In the spring of 1888, Hardy and Emma again sojourned in London before returning to Paris; this time to the Salon, to the races at Longchamps, and to an exhibition of drawings and paintings by French writer Victor Hugo.
17
On their return, Hardy called upon Lady Portsmouth and, being always one with an eye for a pretty female face or figure, remarked upon how well her ladyship’s ‘black, brocaded silk’ fitted her.
On 4 May 1888 Hardy’s
Wessex Tales
– a collection of short stories – was published by Macmillan. They included
The Three Strangers
, in which the hangman meets his victim-to-be (an escaped convict) in a shepherd’s cottage;
The Withered Arm
, where a woman invokes magic to cure a malady; and
A Tradition of Eighteen Hundred and Four
, where Napoleon (with whom Hardy was always fascinated) is engaged in a reconnaissance of the Wessex countryside. In
The Distracted Preacher
Hardy makes use of anecdotes told to him by his grandfather, Thomas I, in regard to smuggling on the ‘Wessex’ coast.
In mid-July Hardy and Emma return to Dorchester, where Hardy makes a note of interesting stories he has heard for possible inclusion in future novels. Examples include the tale of a man who took ‘casts of the heads of executed convicts’, and that of a young lady who got married wearing ‘a dainty pair of shoes’ – these shoes had been previously thrown at her by another man, a shoemaker, whose love she had spurned; he had made them for her as a present.

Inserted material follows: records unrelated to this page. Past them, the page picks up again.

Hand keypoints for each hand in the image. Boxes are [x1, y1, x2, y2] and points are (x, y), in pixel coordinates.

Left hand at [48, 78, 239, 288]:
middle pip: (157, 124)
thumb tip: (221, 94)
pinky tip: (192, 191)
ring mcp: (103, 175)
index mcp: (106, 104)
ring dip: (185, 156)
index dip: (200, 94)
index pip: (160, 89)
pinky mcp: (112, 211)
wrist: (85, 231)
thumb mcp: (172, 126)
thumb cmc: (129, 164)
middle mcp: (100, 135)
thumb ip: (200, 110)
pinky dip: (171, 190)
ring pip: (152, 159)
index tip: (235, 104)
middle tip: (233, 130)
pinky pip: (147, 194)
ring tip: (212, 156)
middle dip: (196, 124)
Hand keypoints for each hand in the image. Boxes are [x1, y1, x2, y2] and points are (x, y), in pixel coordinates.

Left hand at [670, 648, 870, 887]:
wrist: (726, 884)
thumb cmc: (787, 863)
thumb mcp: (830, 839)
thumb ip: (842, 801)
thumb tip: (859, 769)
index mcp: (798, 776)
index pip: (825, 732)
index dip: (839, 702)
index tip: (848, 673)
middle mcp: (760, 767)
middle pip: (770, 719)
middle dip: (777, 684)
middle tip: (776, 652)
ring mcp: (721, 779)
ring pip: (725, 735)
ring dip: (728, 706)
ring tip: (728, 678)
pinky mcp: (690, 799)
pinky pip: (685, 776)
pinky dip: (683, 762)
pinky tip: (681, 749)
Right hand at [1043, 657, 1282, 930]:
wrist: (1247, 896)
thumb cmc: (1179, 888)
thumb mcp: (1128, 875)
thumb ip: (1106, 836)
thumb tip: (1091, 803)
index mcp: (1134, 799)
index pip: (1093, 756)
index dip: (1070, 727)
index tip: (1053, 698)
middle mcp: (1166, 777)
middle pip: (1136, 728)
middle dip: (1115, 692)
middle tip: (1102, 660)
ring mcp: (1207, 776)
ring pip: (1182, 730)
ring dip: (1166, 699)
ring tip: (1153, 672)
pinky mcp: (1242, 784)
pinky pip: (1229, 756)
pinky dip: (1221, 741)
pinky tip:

In London in 1889 Hardy was fascinated by Turner’s use of light at an exhibition of his paintings at the Royal Academy. He also compared the techniques of Botticelli and Rubens in their depiction of the ‘flesh’, Vis-à-vis the ‘soul’; the fact that both these men were portrayers of the female form par excellence would not have been wasted on him. As always, he and Emma attended church services, concerts, plays and, of course, society events.
In a letter to poet and essayist John Addington Symonds in April, Hardy asks ‘whether we ought to write sad stories, considering how much sadness there is in the world already’. He concludes that the justification for doing so is that ‘the first step towards cure of, or even relief from, any disease (is) … to understand it’. This may then provide an escape from the worst forms of sadness in real life.
18
This may be interpreted to mean that for Hardy, the writing of novels and poems with a sad theme acted as a catharsis in respect of his unhappy life with Emma.